Le diagnostic d’une dépendance structurelle
Dans les travées du sixième arrondissement de Brazzaville, le constat dressé par l’Union congolaise des coopératives, producteurs et artisans du Congo résonne avec acuité : malgré plus de dix millions d’hectares arables et une hydrographie généreuse, le pays importe encore près de 70 % de ses denrées. Cette dépendance procède moins d’un défaut de potentialités que d’un déficit d’organisation et de valorisation des facteurs de production. En convoquant la presse, l’UNICOOPAC n’a pas uniquement exposé des statistiques ; elle a surtout rappelé que la souveraineté alimentaire constitue un prolongement direct de la souveraineté politique, dans la droite ligne de la vision présidentielle.
Un syndicat fédérateur aux ambitions affirmées
Portée sur les fonts baptismaux en juin 2025, la plateforme présidée par Aser Sidney N’se Adzeney revendique un statut de « pont » entre producteurs, pouvoirs publics et partenaires techniques. Sa grammaire institutionnelle conjugue plaidoyer, formation et structuration des filières. « Nous voulons passer d’une perception segmentée de l’agriculteur à une citoyenneté économique intégrale », souligne son président. Par cette approche, l’UNICOOPAC s’inscrit dans la dynamique gouvernementale visant à substituer progressivement les importations par une offre nationale compétitive, sans remettre en question les équilibres macroéconomiques.
La jeunesse rurale, ferment d’une souveraineté retrouvée
Dans un pays où la médiane d’âge peine à franchir trente ans, la question démographique se conjugue naturellement à la question agricole. La plateforme inscrit la mobilisation de la jeunesse dans un paradigme d’empowerment socio-économique : formation aux itinéraires techniques, alphabétisation financière, et mutualisation des risques grâce aux coopératives. La marraine de l’Union, Mme Joël Longonda, rappelle que « l’attractivité rurale passe par la rentabilité ». L’idée est de rompre avec le cliché d’une agriculture de subsistance et de promouvoir une pratique professionnalisée capable de retenir les forces vives sur le territoire.

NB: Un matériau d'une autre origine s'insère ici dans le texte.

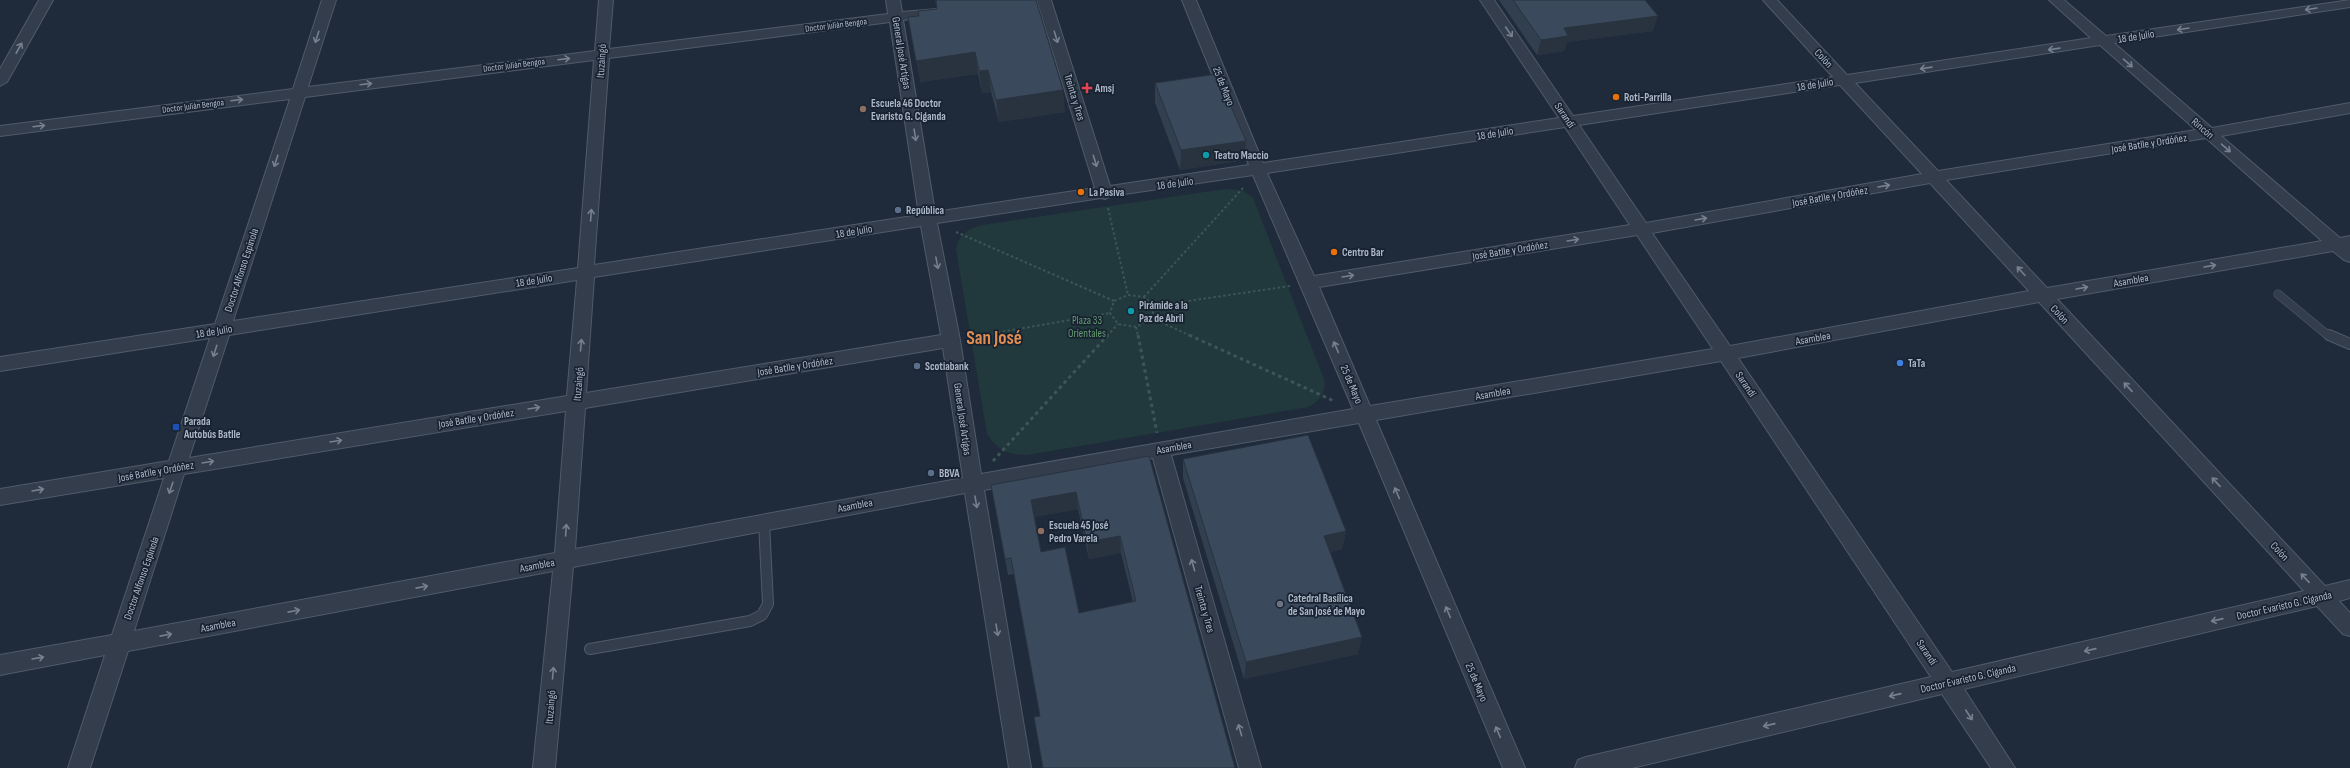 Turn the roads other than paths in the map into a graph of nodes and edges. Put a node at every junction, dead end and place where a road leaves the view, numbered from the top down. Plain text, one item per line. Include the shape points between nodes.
1 (46, 0) edge
2 (329, 0) edge
3 (606, 0) edge
4 (1044, 0) edge
5 (1189, 0) edge
6 (1487, 0) edge
7 (1770, 0) edge
8 (2056, 0) edge
9 (2345, 0) edge
10 (2350, 3) edge
11 (895, 8) edge
12 (959, 9) edge
13 (2104, 41) junction
14 (602, 54) junction
15 (1844, 80) junction
16 (0, 82) edge
17 (298, 92) junction
18 (2350, 108) edge
19 (1569, 121) junction
20 (0, 131) edge
21 (2209, 133) junction
22 (1259, 171) junction
23 (1935, 177) junction
24 (1105, 194) junction
25 (928, 219) junction
26 (1642, 229) junction
27 (2343, 243) edge
28 (2350, 256) edge
29 (587, 272) junction
30 (1309, 283) junction
31 (2278, 294) dead end
32 (2043, 295) junction
33 (222, 329) junction
34 (951, 340) junction
35 (2350, 344) edge
36 (1725, 354) junction
37 (0, 364) edge
38 (576, 401) junction
39 (1365, 415) junction
40 (1160, 449) junction
41 (178, 467) junction
42 (972, 483) junction
43 (0, 497) edge
44 (764, 522) junction
45 (564, 560) junction
46 (2350, 589) edge
47 (2321, 596) junction
48 (2350, 627) edge
49 (118, 644) junction
50 (590, 649) dead end
51 (0, 665) edge
52 (1948, 683) junction
53 (79, 768) edge
54 (544, 768) edge
55 (1020, 768) edge
56 (1250, 768) edge
57 (1514, 768) edge
58 (1586, 768) edge
59 (2004, 768) edge

16 -> 1 street
2 -> 17 street, Doctor Alfonso Espínola
3 - 14 street, Ituzaingó
4 -> 24 street, Treinta y Tres
5 - 22 street, 25 de Mayo
6 -> 19 street, Sarandí
7 - 15 street, Colón
8 - 13 street, Rincón
9 - 10 street
10 -> 13 street, 18 de Julio
11 - 12 street, Doctor Julián Bengoa
11 - 14 street, Doctor Julián Bengoa
11 -> 25 street, General José Artigas
13 -> 15 street, 18 de Julio
13 -> 21 street, Rincón
17 -> 14 street, Doctor Julián Bengoa
29 -> 14 street, Ituzaingó
15 - 19 street, 18 de Julio
15 - 23 street, Colón
20 -> 17 street, Doctor Julián Bengoa
17 -> 33 street, Doctor Alfonso Espínola
18 - 21 street, José Batlle y Ordóñez
19 - 22 street, 18 de Julio
19 - 26 street, Sarandí
21 - 23 street, José Batlle y Ordóñez
21 -> 27 street, Rincón
22 - 24 street, 18 de Julio
22 - 30 street, 25 de Mayo
26 -> 23 street, José Batlle y Ordóñez
32 -> 23 street, Colón
24 - 25 street, 18 de Julio
25 - 29 street, 18 de Julio
25 -> 34 street, General José Artigas
30 -> 26 street, José Batlle y Ordóñez
26 - 36 street, Sarandí
27 - 28 street, Rincón
32 -> 27 street, Asamblea
29 - 33 street, 18 de Julio
38 -> 29 street, Ituzaingó
39 -> 30 street, 25 de Mayo
31 - 35 lane via 2325,333
32 - 36 street, Asamblea
47 -> 32 street, Colón
33 - 37 street, 18 de Julio
33 -> 41 street, Doctor Alfonso Espínola
34 - 38 street, José Batlle y Ordóñez
34 - 42 street, General José Artigas
36 - 39 street, Asamblea
36 - 52 street, Sarandí
41 -> 38 street, José Batlle y Ordóñez
45 -> 38 street, Ituzaingó
39 - 40 street, Asamblea
57 -> 39 street, 25 de Mayo
40 - 42 street, Asamblea
56 -> 40 street, Treinta y Tres
43 -> 41 street, José Batlle y Ordóñez
41 -> 49 street, Doctor Alfonso Espínola
42 - 44 street, Asamblea
42 -> 55 street, General José Artigas
44 - 45 street, Asamblea
44 - 50 lane via 768,604 762,615 750,621
49 -> 45 street, Asamblea
54 -> 45 street, Ituzaingó
46 - 47 street, Doctor Evaristo G. Ciganda
47 - 48 street, Colón
47 -> 52 street, Doctor Evaristo G. Ciganda
51 -> 49 street, Asamblea
49 - 53 street, Doctor Alfonso Espínola
52 -> 58 street, Doctor Evaristo G. Ciganda
52 -> 59 street, Sarandí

La ZLECAF, horizon continental pour les filières congolaises
L’entrée en vigueur de la Zone de libre-échange continentale africaine offre un débouché potentiel de plus d’un milliard de consommateurs. Mais l’ouverture n’est vertueuse qu’à la condition de disposer d’une offre exportable. Le président de l’UNICOOPAC préfère au triomphalisme une prudence méthodique : « Le marché est immense, mais un peuple qui ne produit pas n’est pas libre », rappelle-t-il en écho aux propos du chef de l’État Denis Sassou Nguesso. Les coopératives entendent donc normaliser leurs processus, adopter les standards phytosanitaires continentaux et investir les niches à haute valeur ajoutée, cacao, palmier à huile ou maraîchage sous abri.

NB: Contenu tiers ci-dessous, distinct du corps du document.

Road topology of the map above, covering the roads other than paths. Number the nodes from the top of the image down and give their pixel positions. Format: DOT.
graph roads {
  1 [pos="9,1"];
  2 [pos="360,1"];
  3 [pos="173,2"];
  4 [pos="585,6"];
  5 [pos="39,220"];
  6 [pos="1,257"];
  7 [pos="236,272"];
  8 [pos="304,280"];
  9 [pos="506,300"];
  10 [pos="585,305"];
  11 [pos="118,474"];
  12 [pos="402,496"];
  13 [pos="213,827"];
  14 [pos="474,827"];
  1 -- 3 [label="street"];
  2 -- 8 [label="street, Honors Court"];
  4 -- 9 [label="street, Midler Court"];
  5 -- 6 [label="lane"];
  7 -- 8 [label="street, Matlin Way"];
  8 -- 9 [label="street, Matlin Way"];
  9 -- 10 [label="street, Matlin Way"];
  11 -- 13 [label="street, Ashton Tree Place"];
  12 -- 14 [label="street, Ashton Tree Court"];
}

Des mécanismes de modernisation pragmatiques
L’UNICOOPAC ne s’illusionne pas sur le seul volontarisme. Elle projette l’implantation de centres de mécanisation et de services de location, instrument indispensable pour rompre avec la dépendance à l’outillage rudimentaire. Parallèlement, des missions de terrain sillonneront les douze départements afin de diffuser référentiels techniques et plans d’affaires adaptés. Cette méthode graduelle épouse la stratégie gouvernementale de diversification de l’économie, tout en ouvrant des leviers de compétitivité pour les territoires ruraux.
Entre résilience et pragmatisme, la voie congolaise
À l’heure où les chocs climatiques rappellent la fragilité des systèmes agroalimentaires mondiaux, la démarche de l’UNICOOPAC apparaît comme une contribution appréciable à la résilience nationale. En articulant formation, mécanisation et débouchés continentaux, la plateforme se positionne en alliée objective des pouvoirs publics. L’ambition affichée relève autant de la nécessité économique que de la projection diplomatique : un Congo exportateur, inséré dans les chaînes de valeur régionales, renforcerait son influence tout en consolidant l’emploi intérieur. La conférence de Talangaï aura donc eu le mérite d’ouvrir un cycle où la rhétorique cède la place à l’opérationnel. Reste désormais à convertir les sillons d’espoir en récoltes tangibles, défi que les coopératives entendent relever avec méthode et sens de l’intérêt général.